2.2. El “método” según Descartes

En cuanto a su famoso “método”, a pesar de que Descartes en sus libros indicó un número de
reglas muy variables (de 4 a 21), básicamente este se reducía a dos pasos fundamentales:

a) análisis: cada objeto que se quiere estudiar tiene que ser descompuesto en partes
simples;

b) síntesis: dichas partes simples tienen que ser juntadas de nuevo en un único
mecanismo por medio de las leyes del movimiento.

Pues según Descartes cualquier objeto complejo puede (por lo menos en principio) ser
descompuesto en sus partes simples, que se conforman todas a las mismas leyes, luego la ciencia
puede (por lo menos en principio) contestar a cualquier pregunta.

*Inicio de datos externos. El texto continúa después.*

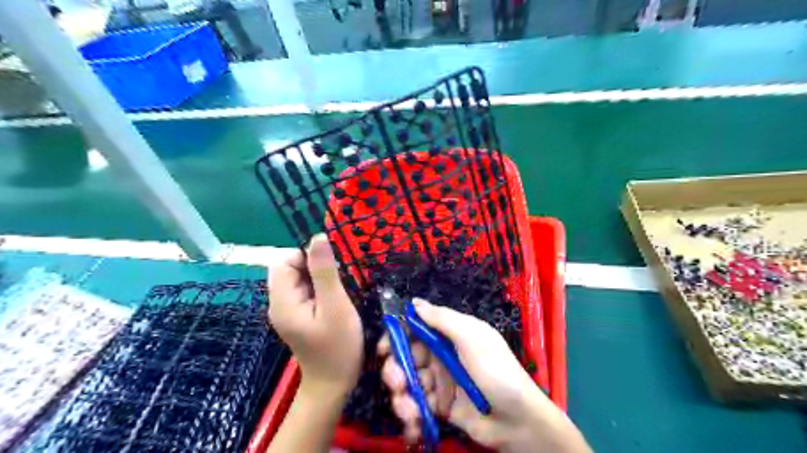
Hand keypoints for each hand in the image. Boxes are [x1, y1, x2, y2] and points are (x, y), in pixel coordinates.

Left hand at [268, 235, 364, 394]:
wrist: (333, 385)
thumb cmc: (338, 347)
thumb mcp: (335, 306)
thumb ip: (325, 272)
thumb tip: (318, 237)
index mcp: (282, 301)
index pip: (284, 261)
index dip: (307, 257)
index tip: (332, 268)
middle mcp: (279, 303)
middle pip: (290, 268)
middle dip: (314, 267)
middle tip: (338, 282)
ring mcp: (287, 311)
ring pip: (299, 278)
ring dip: (319, 277)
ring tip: (339, 292)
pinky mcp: (297, 316)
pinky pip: (305, 291)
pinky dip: (319, 288)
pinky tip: (334, 300)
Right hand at [378, 299, 590, 451]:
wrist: (518, 420)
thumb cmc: (496, 370)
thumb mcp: (472, 337)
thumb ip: (442, 319)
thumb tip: (415, 302)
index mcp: (449, 335)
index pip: (415, 329)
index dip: (397, 337)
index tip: (384, 350)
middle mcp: (441, 355)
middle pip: (405, 357)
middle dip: (396, 370)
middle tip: (398, 383)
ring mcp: (439, 381)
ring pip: (407, 382)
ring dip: (402, 397)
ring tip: (410, 410)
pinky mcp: (439, 405)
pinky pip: (416, 405)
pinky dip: (411, 413)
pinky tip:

Sin embargo, hay que decir que para Descartes dicho método era en primer lugar el método de la
filosofía, que luego se convertía también en el método de la ciencia por causa de su concepción pre-
galileana de la ciencia misma, que para él tenía que ser deducida por los principios de la filosofía.
Por tanto, era necesario en primer lugar reformar la filosofía, para sucesivamente derivar de ella la
ciencia correctamente, como ya afirmaba claramente en su primera y más famosa obra, el Discurso
del método: «Dándome cuenta de que los principios científicos tienen que depender todos de la
filosofía, pensé que, en primer lugar, tenía que intentar establecer algunos principios ciertos que en
ella aún no encontraba» (Descartes 1637, Discurso del método).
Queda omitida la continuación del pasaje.